- - Sunday, May 10, 2015


As the 2016 presidential race kicks off, candidates on both sides of the aisle are promising to stand up for the middle class. Voters deserve to know that anyone who champions Obamacare cannot honestly say she or he is also a champion of middle-class Americans.

The president’s health care law harms middle-class families in at least four ways, and even stands in the way of people trying to climb into the middle class.

First, the law raised or created 20 taxes that add up to $1 trillion over the next decade. Many of these taxes hit the middle class, like the penalty for anyone whose insurance does not satisfy Washington’s long list of mandates.

According to H&R Block, the average tax penalty people paid to the Internal Revenue Service for 2014 was $178. The penalties will more than double this year. People hurt by this tax penalty are not the poor, who are exempt. They are also not the rich, almost all of whom have generous health insurance. The penalty targets hardworking taxpayers who don’t want, don’t need or can’t afford the insurance the president says they must buy.

Other parts of the health care law cost taxpayers indirectly, through lower wages and higher prices. These include taxes on insurance plans, medical products and employers.

Second, the law included so many coverage mandates that the premiums skyrocketed. According to a study by the Manhattan Institute, the health care law increased the average price of individual market coverage by 49 percent its first year. Families getting insurance through work have seen their total premiums rise by nearly $3,500 since 2009.

Third, to keep rates from rising even higher, insurers gave Obamacare plans high deductibles. The average deductible for a family “silver” plan — the most common type — is a staggering $6,010. Average deductibles for slightly cheaper “bronze” plans are nearly twice as high.

There’s a fourth way people in the middle class get hit by the president’s health care law. Lower-income people get two kinds of financial assistance to help pay for insurance. Tax credits reduce their share of the premium, and cost-sharing subsidies lower their out-of-pocket expenses. The combined assistance is generous to people whose income is one to two times the poverty level. That’s up to about $32,000 for a married couple.

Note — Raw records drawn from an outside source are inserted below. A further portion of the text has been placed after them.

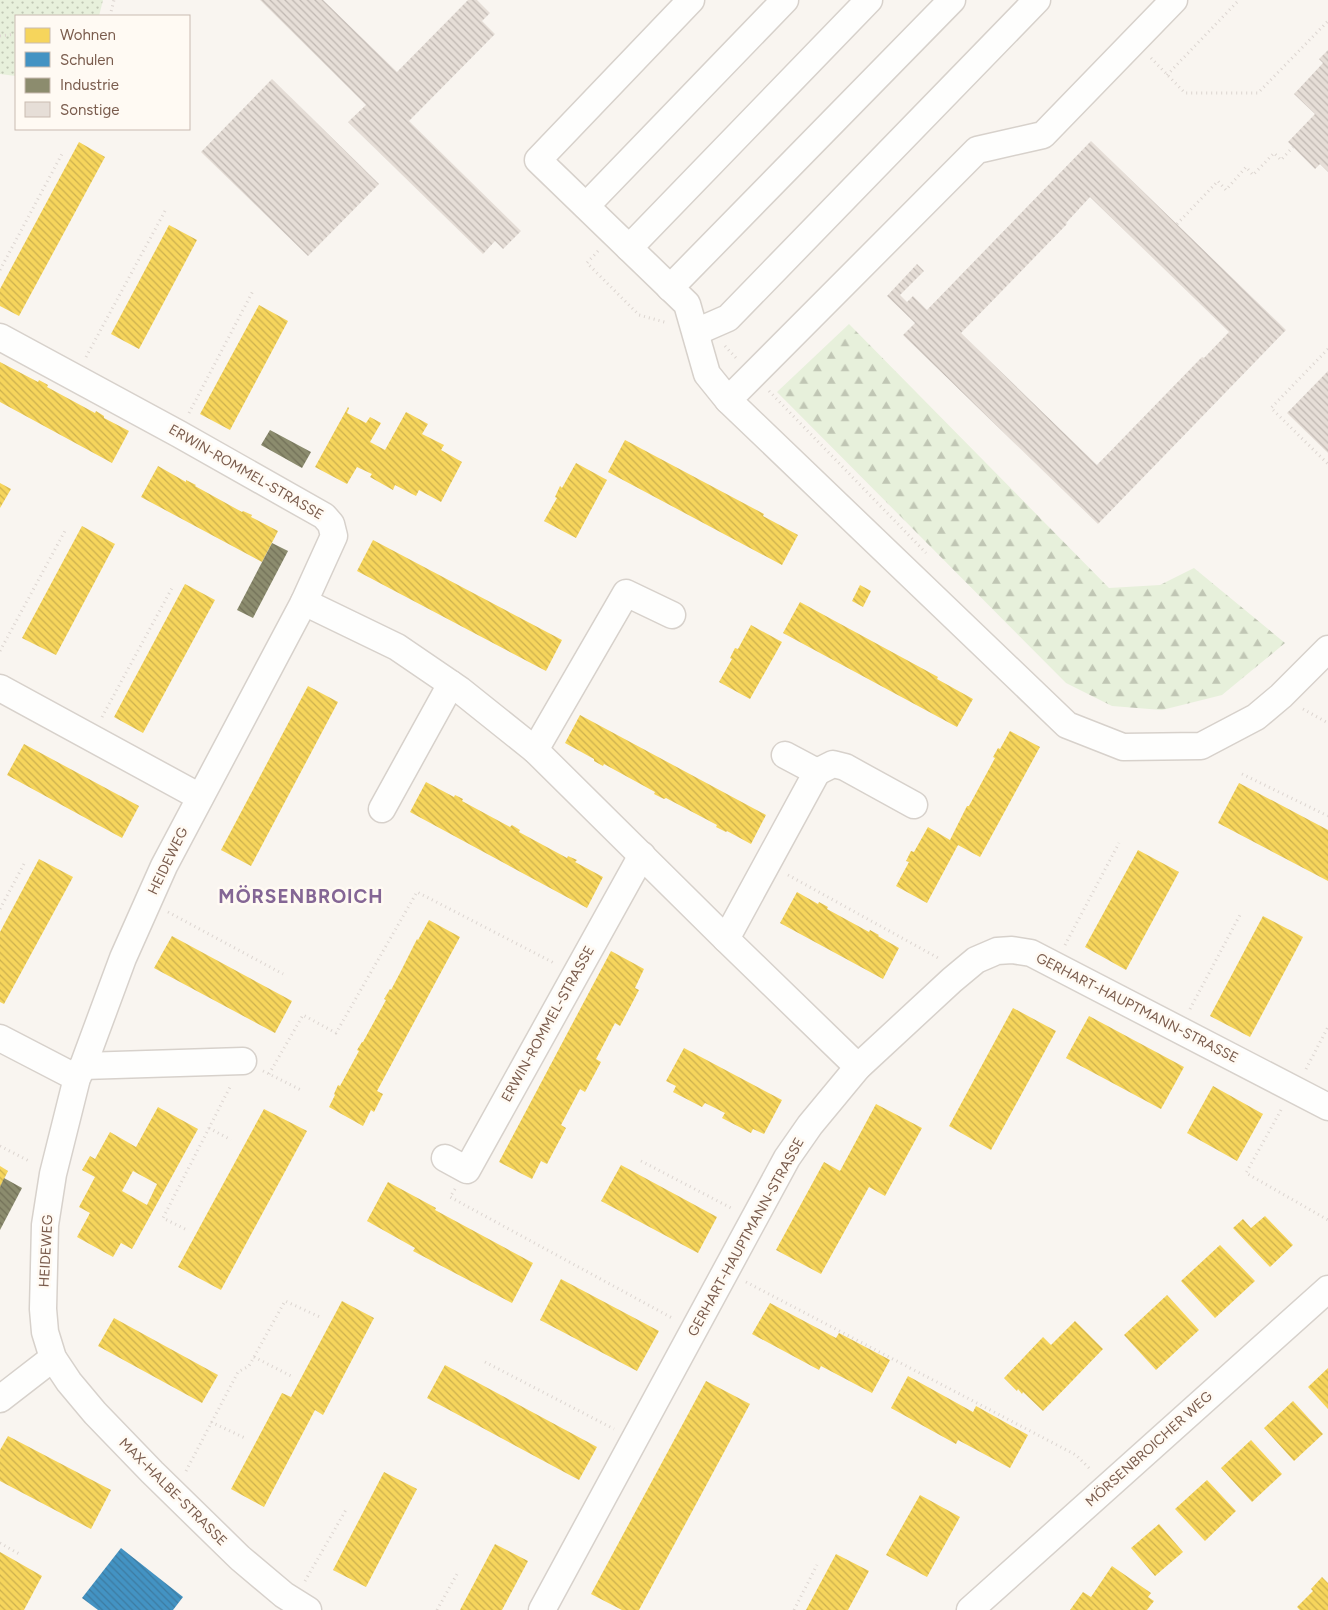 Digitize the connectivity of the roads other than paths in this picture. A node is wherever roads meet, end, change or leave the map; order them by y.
1 (691, 0) edge
2 (785, 0) edge
3 (869, 0) edge
4 (952, 0) edge
5 (1037, 0) edge
6 (1174, 0) edge
7 (586, 206) junction
8 (622, 241) junction
9 (670, 288) junction
10 (696, 332) junction
11 (0, 337) edge
12 (728, 400) junction
13 (304, 602) junction
14 (672, 615) dead end
15 (1328, 649) edge
16 (451, 684) junction
17 (0, 688) edge
18 (535, 750) junction
19 (785, 756) dead end
20 (817, 772) junction
21 (200, 797) junction
22 (914, 805) dead end
23 (382, 809) dead end
24 (642, 856) junction
25 (726, 939) junction
26 (0, 1038) edge
27 (244, 1061) road end
28 (858, 1067) junction
29 (80, 1072) junction
30 (1328, 1107) edge
31 (456, 1164) road end
32 (1328, 1289) edge
33 (53, 1358) junction
34 (0, 1399) edge
35 (301, 1605) edge
36 (542, 1610) edge
37 (970, 1610) edge

1 - 7 street
2 - 7 street
3 - 8 street
4 - 9 street
5 - 10 street
6 - 12 street
7 - 8 street
8 - 9 street
9 - 10 street
10 - 12 street
11 - 13 street, ERWIN-ROMMEL-STRASSE
12 - 15 street
13 - 16 street
13 - 21 street, HEIDEWEG
14 - 18 street
16 - 18 street
16 - 23 street
17 - 21 street
18 - 24 street
19 - 20 street
20 - 22 street
20 - 25 street
21 - 29 street, HEIDEWEG
24 - 25 street
24 - 31 street, ERWIN-ROMMEL-STRASSE
25 - 28 street
26 - 29 street
27 - 29 street
28 - 30 street, GERHART-HAUPTMANN-STRASSE
28 - 36 street, GERHART-HAUPTMANN-STRASSE
29 - 33 street, HEIDEWEG
32 - 37 street, MÖRSENBROICHER WEG
33 - 34 street
33 - 35 street, MAX-HALBE-STRASSE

While middle-class families are being taxed to pay for these government subsidies, they don’t get help to make their own coverage affordable. That explains why only one in six Obamacare enrollees is in the middle class. If you don’t get a large Washington subsidy, the insurance just isn’t worth it. Of eligible people who don’t receive any assistance, only one out of every 50 bought Obamacare’s overpriced coverage.

Additionally, the health care law serves as a barrier for people trying to enter the middle class. The benefits decline rapidly as income increases. People earning one to two times the poverty level generally will lose about $250 in Obamacare benefits for every $1,000 increase in their income. Combining items such as regular income and payroll taxes, families in this income range can lose up to three-quarters of the extra money they earn.

Republicans are truly standing up for middle-class taxpayers. We are offering solutions that would give Americans access to the care they need, from the doctors they choose, at lower costs.

If the Supreme Court rules against the administration soon in the King v. Burwell case, we will finally have an opportunity to improve health care for all Americans. We will take action to return power to the states and to let people choose what works best for their families.

Americans will continue to hear candidates talk a lot about the struggles of the middle class until November 2016. Channeling my colleague, Sen. Elizabeth Warren, Hillary Rodham Clinton recently complained that the “deck is still stacked in favor of those at the top.” As long as Mrs. Clinton supports the president’s health care law, she will keep the deck stacked against middle-class Americans.

John Barrasso, a physician, is a Republican member of the U.S. Senate from Wyoming.